Work request:
Show all the lines in the data below that include the word "Barat".

#### Recorded data

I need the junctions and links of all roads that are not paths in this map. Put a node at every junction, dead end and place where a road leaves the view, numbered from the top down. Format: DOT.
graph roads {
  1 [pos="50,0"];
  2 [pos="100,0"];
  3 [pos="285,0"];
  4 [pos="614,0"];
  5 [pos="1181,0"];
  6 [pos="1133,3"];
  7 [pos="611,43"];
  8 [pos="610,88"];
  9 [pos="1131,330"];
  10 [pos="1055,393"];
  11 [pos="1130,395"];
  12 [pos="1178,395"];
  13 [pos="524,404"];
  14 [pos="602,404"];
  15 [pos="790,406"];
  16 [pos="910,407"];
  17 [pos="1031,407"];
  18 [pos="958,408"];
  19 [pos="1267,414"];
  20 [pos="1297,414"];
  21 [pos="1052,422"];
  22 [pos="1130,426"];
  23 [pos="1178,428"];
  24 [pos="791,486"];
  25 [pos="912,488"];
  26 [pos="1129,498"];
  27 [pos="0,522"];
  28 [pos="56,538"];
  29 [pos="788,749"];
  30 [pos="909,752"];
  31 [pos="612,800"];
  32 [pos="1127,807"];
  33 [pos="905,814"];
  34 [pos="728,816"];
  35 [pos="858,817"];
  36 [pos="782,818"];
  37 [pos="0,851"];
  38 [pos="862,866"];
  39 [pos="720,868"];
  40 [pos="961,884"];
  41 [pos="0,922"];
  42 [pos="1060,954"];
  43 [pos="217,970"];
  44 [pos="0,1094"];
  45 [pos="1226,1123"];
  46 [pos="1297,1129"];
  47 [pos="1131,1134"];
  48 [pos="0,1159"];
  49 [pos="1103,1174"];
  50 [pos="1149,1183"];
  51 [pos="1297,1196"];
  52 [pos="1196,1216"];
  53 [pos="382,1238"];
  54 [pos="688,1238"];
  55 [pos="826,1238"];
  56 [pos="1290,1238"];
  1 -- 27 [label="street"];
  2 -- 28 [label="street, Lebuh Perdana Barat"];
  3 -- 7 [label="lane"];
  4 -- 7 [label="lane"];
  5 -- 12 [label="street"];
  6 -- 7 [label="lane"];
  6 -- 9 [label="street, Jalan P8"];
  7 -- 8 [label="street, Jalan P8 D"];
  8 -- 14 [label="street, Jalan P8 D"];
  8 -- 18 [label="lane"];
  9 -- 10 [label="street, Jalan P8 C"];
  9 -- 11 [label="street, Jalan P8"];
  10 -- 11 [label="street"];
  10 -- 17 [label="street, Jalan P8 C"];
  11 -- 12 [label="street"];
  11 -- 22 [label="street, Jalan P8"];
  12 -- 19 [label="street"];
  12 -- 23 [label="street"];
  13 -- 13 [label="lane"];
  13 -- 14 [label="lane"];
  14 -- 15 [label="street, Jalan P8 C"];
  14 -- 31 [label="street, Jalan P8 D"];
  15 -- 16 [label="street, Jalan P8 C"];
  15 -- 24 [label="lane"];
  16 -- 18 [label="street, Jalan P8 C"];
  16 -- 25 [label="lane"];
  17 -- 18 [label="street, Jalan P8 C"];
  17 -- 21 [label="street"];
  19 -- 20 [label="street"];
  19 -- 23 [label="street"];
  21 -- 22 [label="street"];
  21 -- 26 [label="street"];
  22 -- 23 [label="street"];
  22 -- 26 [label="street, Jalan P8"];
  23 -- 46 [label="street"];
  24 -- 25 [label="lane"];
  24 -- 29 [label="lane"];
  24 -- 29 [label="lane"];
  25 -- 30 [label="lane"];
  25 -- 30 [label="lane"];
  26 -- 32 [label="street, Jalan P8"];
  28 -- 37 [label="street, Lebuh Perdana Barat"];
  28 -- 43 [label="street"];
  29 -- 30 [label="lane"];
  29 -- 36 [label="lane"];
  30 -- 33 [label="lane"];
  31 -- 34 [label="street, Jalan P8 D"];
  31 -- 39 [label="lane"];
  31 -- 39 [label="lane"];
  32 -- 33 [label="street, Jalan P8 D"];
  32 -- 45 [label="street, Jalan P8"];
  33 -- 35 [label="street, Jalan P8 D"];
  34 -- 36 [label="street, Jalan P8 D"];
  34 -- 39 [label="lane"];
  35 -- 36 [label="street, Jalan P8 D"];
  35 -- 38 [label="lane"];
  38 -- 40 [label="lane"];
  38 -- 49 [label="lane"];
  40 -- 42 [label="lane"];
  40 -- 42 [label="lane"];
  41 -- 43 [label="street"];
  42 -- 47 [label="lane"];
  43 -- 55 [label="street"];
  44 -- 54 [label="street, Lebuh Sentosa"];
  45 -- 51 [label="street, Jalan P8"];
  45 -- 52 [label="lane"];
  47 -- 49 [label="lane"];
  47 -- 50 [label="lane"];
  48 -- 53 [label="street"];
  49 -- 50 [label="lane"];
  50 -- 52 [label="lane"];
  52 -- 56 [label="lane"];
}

########

Written solution:
  2 -- 28 [label="street, Lebuh Perdana Barat"];
  28 -- 37 [label="street, Lebuh Perdana Barat"];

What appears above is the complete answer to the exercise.